LMM programs are likely to stall, no matter what you do... But, I think the FIFO makes it no worse than before.
It could even help in some cases, I think...
I wonder if things would be simpler if there where just 8 P2 cogs...
Seems like this new memory/FIFO scheme is dictated by having 16 cogs.
If there were only 8, then we could keep the old memory scheme...
There'd still be the new analog and many I/O pins and 512kB of HUB RAM to be excited about.
And, it would still run much faster than P1.
Would this simplify video output too?
On the other hand, I seem to be always low on cogs with P1...j
But, still I'm low because it takes several cogs to do video and one for kb, mouse, etc...
The faster speed should make it easier to combine cogs or use less of them for video...
Maybe the choice here is between performance and simplicity...
Many us out here are going to our graves, early or otherwise, just trying to keep up with the increasing complexity of things.
For myself I would say:
1) Forget hubexec. I don't see it increasing speed over LMM much.
2) Forget FIFO's and HUB streaming. Most code accesses random locations most of the time.
3) Forget messing with increasing COG memory size by whatever tortuous means.
4) Heck most applications won't use video or codic, forget all that.
I'd love an FPGA build of a plain "vanilla" Propeller II, with the new HUB arbiter, and what is done so far.

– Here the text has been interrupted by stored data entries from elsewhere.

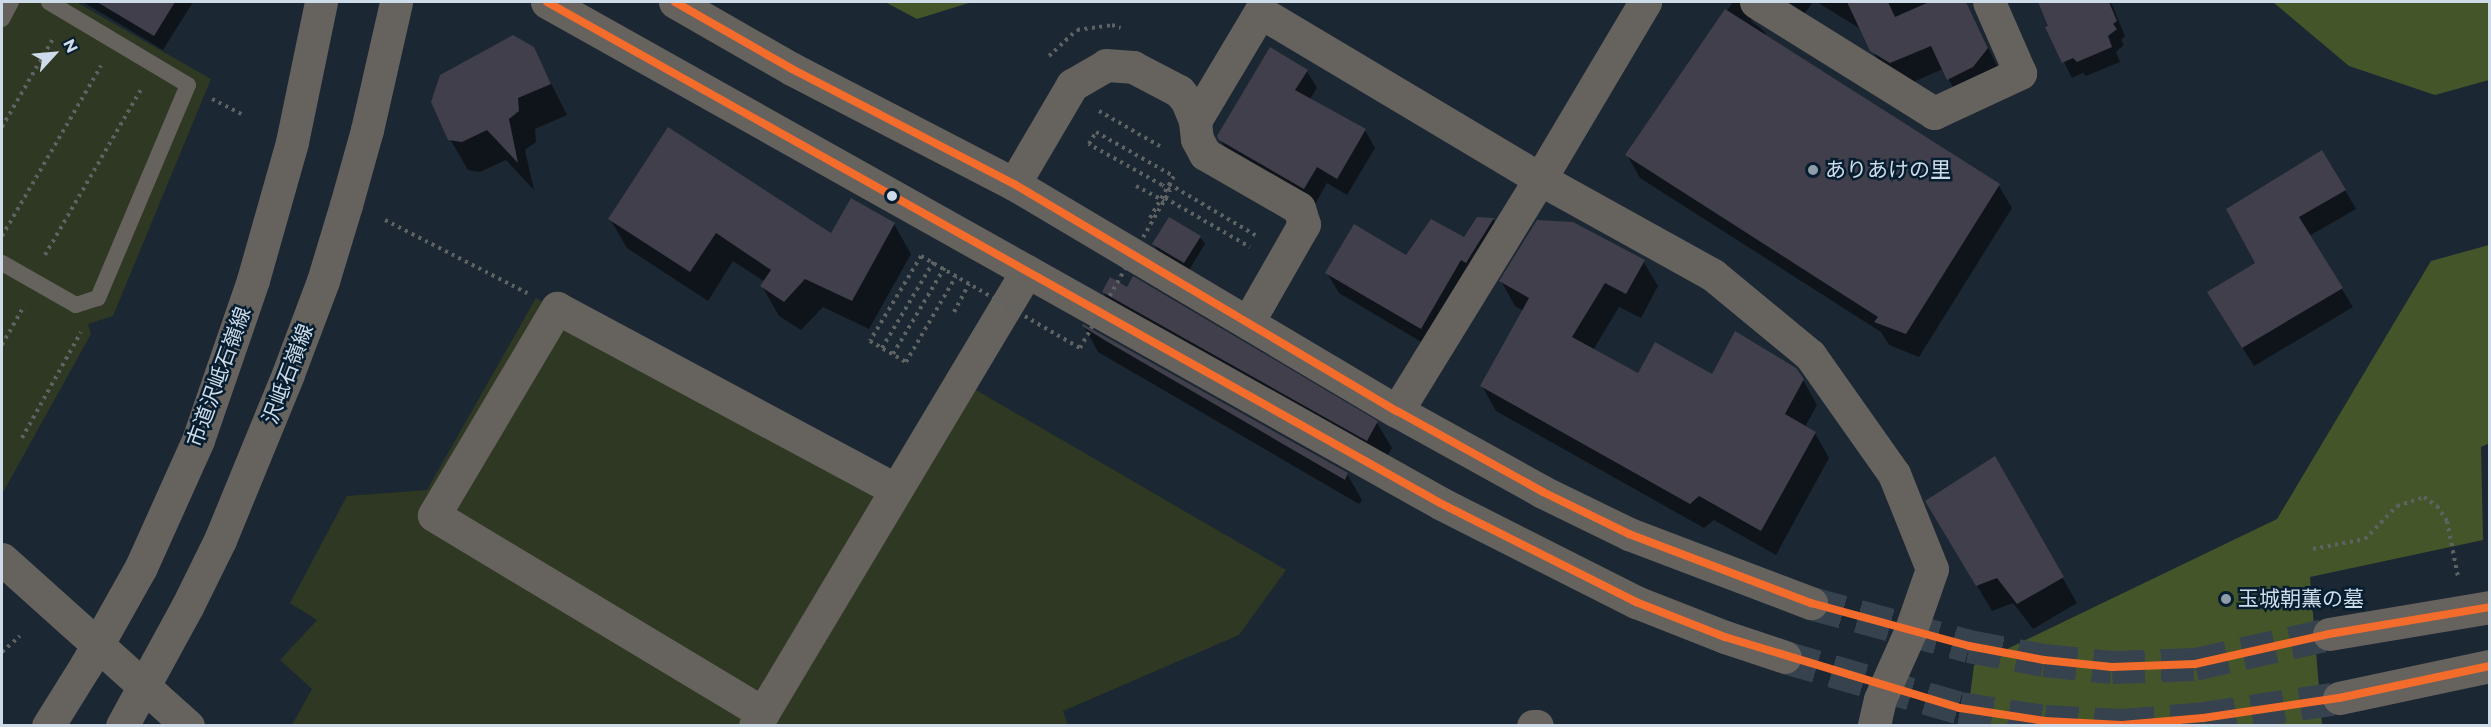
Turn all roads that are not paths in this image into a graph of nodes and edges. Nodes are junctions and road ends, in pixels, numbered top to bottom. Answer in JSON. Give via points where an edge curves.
{"nodes":[{"id":1,"x":12,"y":2,"type":"edge"},
{"id":2,"x":49,"y":2,"type":"edge"},
{"id":3,"x":321,"y":2,"type":"edge"},
{"id":4,"x":396,"y":2,"type":"edge"},
{"id":5,"x":547,"y":2,"type":"edge"},
{"id":6,"x":1645,"y":2,"type":"edge"},
{"id":7,"x":1756,"y":2,"type":"edge"},
{"id":8,"x":1989,"y":2,"type":"edge"},
{"id":9,"x":679,"y":3,"type":"edge"},
{"id":10,"x":2,"y":19,"type":"edge"},
{"id":11,"x":1195,"y":121,"type":"junction"},
{"id":12,"x":1540,"y":179,"type":"junction"},
{"id":13,"x":1014,"y":184,"type":"junction"},
{"id":14,"x":2,"y":263,"type":"edge"},
{"id":15,"x":1027,"y":271,"type":"junction"},
{"id":16,"x":1248,"y":322,"type":"junction"},
{"id":17,"x":1397,"y":411,"type":"junction"},
{"id":18,"x":894,"y":489,"type":"junction"},
{"id":19,"x":2,"y":559,"type":"edge"},
{"id":20,"x":1811,"y":603,"type":"tunnel mouth"},
{"id":21,"x":2490,"y":607,"type":"edge"},
{"id":22,"x":2329,"y":634,"type":"tunnel mouth"},
{"id":23,"x":1785,"y":657,"type":"tunnel mouth"},
{"id":24,"x":2490,"y":666,"type":"edge"},
{"id":25,"x":2339,"y":698,"type":"tunnel mouth"},
{"id":26,"x":759,"y":719,"type":"edge"},
{"id":27,"x":48,"y":726,"type":"edge"},
{"id":28,"x":122,"y":726,"type":"edge"},
{"id":29,"x":188,"y":726,"type":"edge"},
{"id":30,"x":1874,"y":726,"type":"edge"}],
"edges":[{"from":1,"to":10,"type":"lane"},
{"from":2,"to":14,"type":"lane","via":[[188,85],[98,298],[76,305]]},
{"from":3,"to":27,"type":"street","name":"市道沢岻石嶺線","via":[[266,236],[198,440],[141,567]]},
{"from":4,"to":28,"type":"street","name":"沢岻石嶺線","via":[[346,205],[288,374],[220,540]]},
{"from":5,"to":15,"type":"street"},
{"from":6,"to":12,"type":"street"},
{"from":7,"to":8,"type":"street","via":[[1934,113],[2020,73]]},
{"from":9,"to":13,"type":"street","via":[[792,69]]},
{"from":11,"to":12,"type":"street","via":[[1260,12]]},
{"from":11,"to":13,"type":"street","via":[[1179,92],[1133,67],[1106,65],[1072,85]]},
{"from":11,"to":16,"type":"street","via":[[1197,140],[1205,154],[1299,208],[1304,224]]},
{"from":12,"to":17,"type":"street"},
{"from":12,"to":30,"type":"street","via":[[1713,275],[1810,355],[1894,474],[1932,569],[1880,699]]},
{"from":13,"to":16,"type":"street"},
{"from":15,"to":18,"type":"street"},
{"from":15,"to":23,"type":"street","via":[[1541,556],[1636,602]]},
{"from":16,"to":17,"type":"street"},
{"from":17,"to":20,"type":"street","via":[[1543,492],[1629,534]]},
{"from":18,"to":26,"type":"street"},
{"from":18,"to":26,"type":"street","via":[[557,308],[434,514]]},
{"from":19,"to":29,"type":"street","bridge":true},
{"from":21,"to":22,"type":"street"},
{"from":24,"to":25,"type":"street"}]}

Nice simple, understandable, easy to program, free of baggage that won't get used most of the time. Perhaps a tad less performant than some theoretical maximum but so what?
I'll add another.
5) with the 16 planned cogs, the cost of dedicating a cog to a high speed function is HALF of what it is on the P1. RDBLOCK on it's own lets code stream at Fsys/2 with 2-cogs and Fsys/1 with 4 cogs, and each cog has enough spare cycles to do triggering, add sync info, etc. (so the same cost as a 1 or 2 cog video driver on the P1)

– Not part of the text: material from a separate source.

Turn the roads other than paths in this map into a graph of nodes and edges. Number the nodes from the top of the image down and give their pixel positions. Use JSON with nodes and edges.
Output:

- use 50% of the cycles for streaming
- use 50% of the cycles for deterministic RDxxx/WRxxx
This solves:
- determinism, now every RDxxx'WRxxx works exactly the same as on a P1, every 16 instruction cycles (32 clock cycles) every cog gets a turn at the hub for RDxxx/WRxxx
- high bandwidth reads/writes (video, signal capture etc) - every cog gets 8 longs every 16 cycles/8 instructions (400MB/sec) for streaming without impacting random read/writes
Food for thought:
- if a cog had two tasks, one task could use the random read/write interface at full speed, and the other task could stream full speed
Bill is on the right track. We are expecting one COG to do too much. Chip, I strongly encourage you to think about using them together more to get the really big numbers.

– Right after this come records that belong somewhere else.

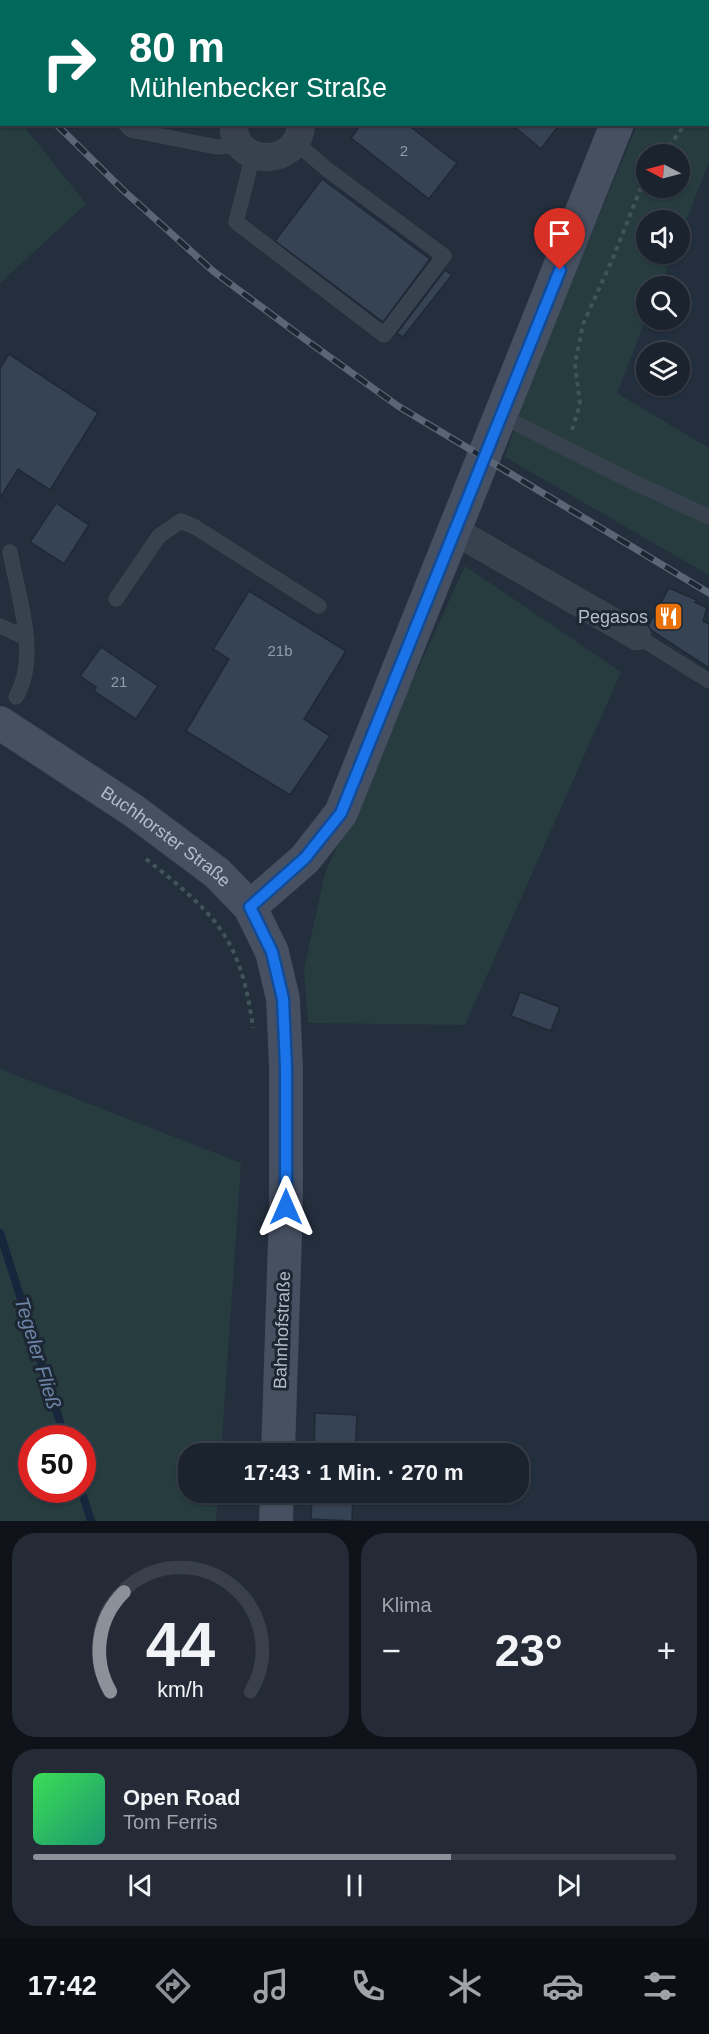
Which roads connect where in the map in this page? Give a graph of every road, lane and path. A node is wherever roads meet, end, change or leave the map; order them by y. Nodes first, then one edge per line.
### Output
1 (127, 126) edge
2 (616, 126) edge
3 (684, 126) edge
4 (299, 134) edge
5 (242, 142) edge
6 (671, 144) edge
7 (637, 198) edge
8 (502, 416) junction
9 (567, 447) junction
10 (709, 517) edge
11 (455, 531) junction
12 (10, 552) dead end
13 (116, 599) dead end
14 (319, 606) dead end
15 (0, 626) edge
16 (637, 636) joint
17 (26, 638) junction
18 (709, 681) edge
19 (8, 710) edge
20 (143, 857) dead end
21 (250, 907) junction
22 (253, 1032) dead end
23 (286, 1207) joint
24 (278, 1443) edge
25 (277, 1503) edge
26 (276, 1521) edge

1 - 5 lane
2 - 8 main road
3 - 6 path
4 - 5 street
4 - 5 lane
7 - 9 path
8 - 9 lane
8 - 11 main road
9 - 10 lane
11 - 16 street
11 - 21 main road
12 - 17 lane
13 - 14 lane
15 - 17 lane
16 - 18 lane
17 - 19 lane
19 - 21 main road, Buchhorster Straße
20 - 22 path
21 - 23 main road, Buchhorster Straße
23 - 24 main road, Bahnhofstraße
25 - 26 main road

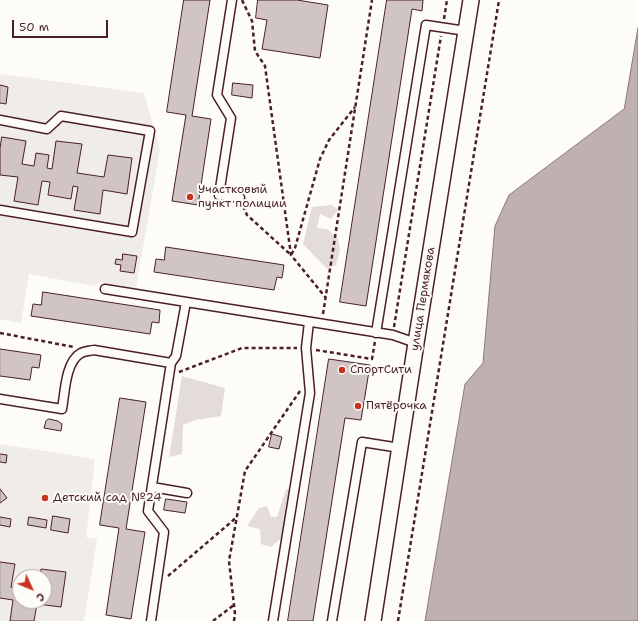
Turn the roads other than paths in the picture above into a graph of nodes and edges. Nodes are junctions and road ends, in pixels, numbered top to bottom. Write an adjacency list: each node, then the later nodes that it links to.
1 (232, 0): 5 (lane)
2 (471, 0): 3 (street, улица Пермякова)
3 (466, 32): 10 (lane); 11 (street, улица Пермякова)
4 (0, 120): 6 (lane)
5 (240, 198)
6 (0, 210)
7 (105, 289): 8 (lane)
8 (186, 302): 9 (lane); 12 (lane)
9 (310, 322): 10 (lane); 18 (lane)
10 (376, 333): 11 (lane)
11 (416, 343): 14 (street, улица Пермякова)
12 (171, 363): 13 (lane); 15 (lane)
13 (0, 398)
14 (400, 448): 19 (lane); 20 (street, улица Пермякова)
15 (152, 487): 16 (lane); 17 (lane)
16 (187, 493)
17 (151, 621)
18 (273, 621)
19 (332, 621)
20 (373, 621)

The one thing about LMM that makes me think out of the box a little is the lack of formal assembler support. What if a default kernel and the PASM instructions needed to make it really sing were in ROM?
It does not need to be a big ROM either.
pnut gets LMM support in the same way it got it for HUBEX. Programs are easy to write, and the ROM is defined as a constant the user could override when or if they supply their own kernel.
A cognew(@LMM, @program_start) would kick off the big program easy.
We all optimize the Smile out of that LMM image, aading software features and soft opcodes to get everything done super friendly, fast, easy.
I'll say this again: gcc needs to be awesome on this chip.
If doing that contradicts the above, do what it takes for C to run well.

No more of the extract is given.